# Banff Questions



## outofthewoodwork (Jan 7, 2008)

I have a reservation for the Chateau World of Resorts at the Banff Gate Mountain Lodge and Spa for May 11-18.  Looking at skiing websites it indicates that skiing usually last to late May.  

Is it reasonable to expect skiing while I am there?

I have looked at reviews but is there any new comments on this resort?  Distance from ski areas? Banff?

Any comments/suggestions would be appreciated.  Thanks!


----------



## djyamyam (Jan 7, 2008)

outofthewoodwork said:


> I have a reservation for the Chateau World of Resorts at the Banff Gate Mountain Lodge and Spa for May 11-18.  Looking at skiing websites it indicates that skiing usually last to late May.
> 
> Is it reasonable to expect skiing while I am there?
> 
> ...



It's definitely spring skiing time by then.   Sunshine closes at the end of the week you are there as they have their annual Slush Cup.  You'll want to arrive around 10ish as any earlier than that, the runs are still icy and scratchy.  They'll soften up as the sun comes out.  They typically have an outdoor band playing in May at the chalet so people take a break and listen to tunes.  The ski out will be too soft and you'll have to take the gondola down.  Lake Louise would be the same.  I wouldn't go to any of the other hills at that time of the year.
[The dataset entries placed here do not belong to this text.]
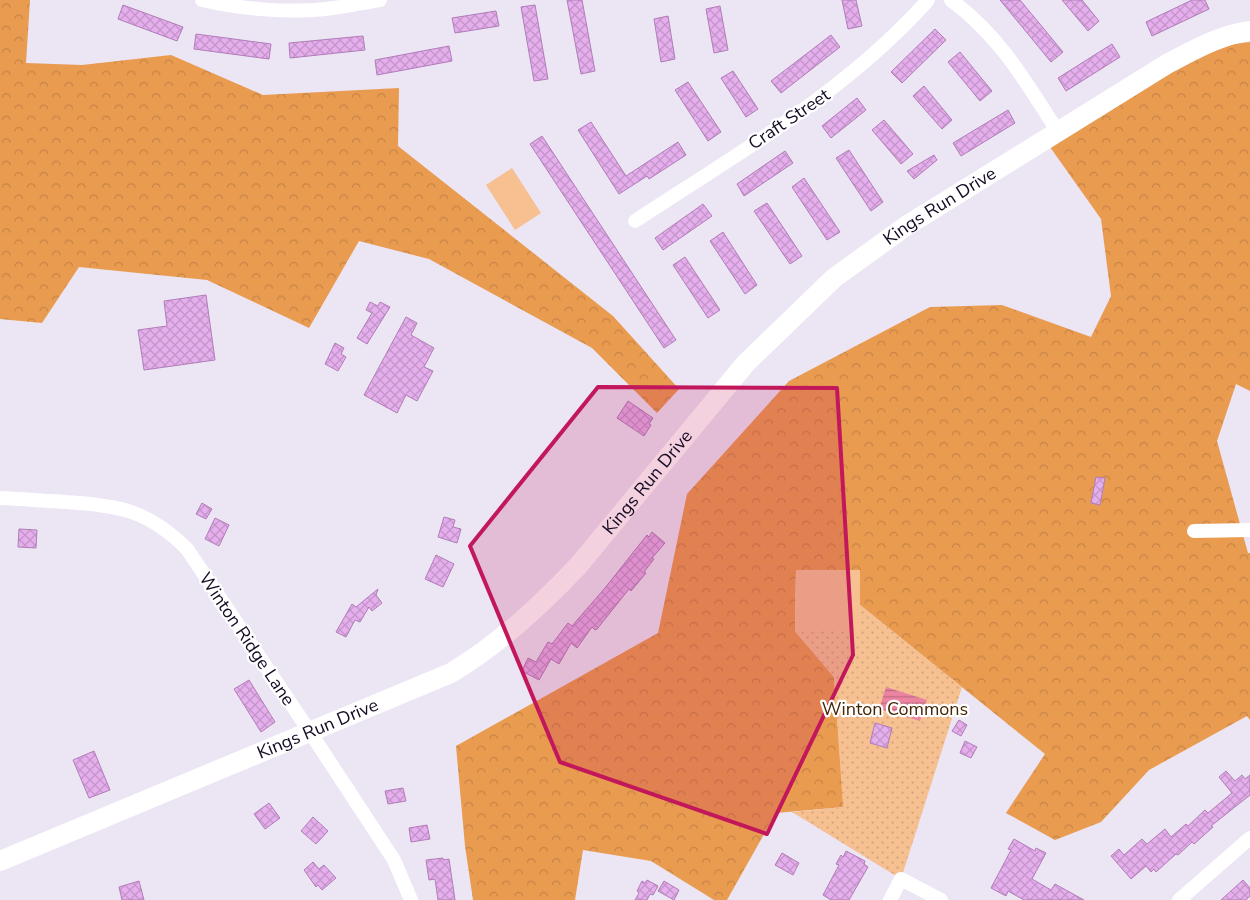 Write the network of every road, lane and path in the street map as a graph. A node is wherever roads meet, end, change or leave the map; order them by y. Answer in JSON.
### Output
{"nodes":[{"id":1,"x":202,"y":0,"type":"edge"},
{"id":2,"x":380,"y":0,"type":"edge"},
{"id":3,"x":928,"y":0,"type":"edge"},
{"id":4,"x":951,"y":0,"type":"edge"},
{"id":5,"x":240,"y":3,"type":"edge"},
{"id":6,"x":1250,"y":31,"type":"edge"},
{"id":7,"x":1058,"y":132,"type":"junction"},
{"id":8,"x":635,"y":221,"type":"dead end"},
{"id":9,"x":0,"y":498,"type":"edge"},
{"id":10,"x":1250,"y":530,"type":"edge"},
{"id":11,"x":1194,"y":531,"type":"dead end"},
{"id":12,"x":310,"y":732,"type":"junction"},
{"id":13,"x":1250,"y":838,"type":"edge"},
{"id":14,"x":0,"y":861,"type":"edge"},
{"id":15,"x":411,"y":900,"type":"edge"},
{"id":16,"x":890,"y":900,"type":"edge"},
{"id":17,"x":941,"y":900,"type":"edge"},
{"id":18,"x":1179,"y":900,"type":"edge"}],
"edges":[{"from":1,"to":5,"type":"street"},
{"from":2,"to":5,"type":"street"},
{"from":3,"to":8,"type":"street","name":"Craft Street"},
{"from":4,"to":7,"type":"street"},
{"from":6,"to":7,"type":"street","name":"Kings Run Drive"},
{"from":7,"to":12,"type":"street","name":"Kings Run Drive"},
{"from":9,"to":12,"type":"street","name":"Winton Ridge Lane"},
{"from":10,"to":11,"type":"street"},
{"from":12,"to":14,"type":"street","name":"Kings Run Drive"},
{"from":12,"to":15,"type":"street","name":"Winton Ridge Lane"},
{"from":13,"to":18,"type":"street"},
{"from":16,"to":17,"type":"street"}]}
Staying at that resort, you're 5 minutes to the park gates and 25 minutes to the parking lot of Sunshine.  Lake Louise is about 30 minutes past Sunshine.  It's a good resort, nothing too fancy as the units are 2 story townhouses that are all side-by-sides.  You might get a little of highway roadnoise but nothing too major.  The resort is in Harvey Heights, ie. on the opposite side of the highway to Canmore.  You're a 5 minute drive to the downtwon mainstreet of Canmore and 2 minutes to Bow Valley road, which has all the hotels/motels, Tim's and McDonalds on it.

The dates you're staying is considered mud/off season.


----------



## Tacoma (Jan 7, 2008)

By mid may only Sunshine will still be open and one of its mountains, Goat's Eye, will likely be closed.  The information about not arriving early is true I find I start later, ski over lunch as the snow is soft but not slushy and then leave or head to the pub when the snow turns to mush.  The thing to remember in spring is check the different levels of the hill top, middle and lower elevations to see where the snow is best. It is a big mountain and conditions vary at the different elevations. If you go out and its icy go in have a hot chocolate and go out later. They keep the lifts open till 4;30 in spring I believe. It is nice to say you've skied in May though and about the only time of the year Sunshine could be warm. My husband is dying for Jumbo glacier(not far from Fairmont BC) to get up and running so he can snowboard every month of the year. 

Joan


----------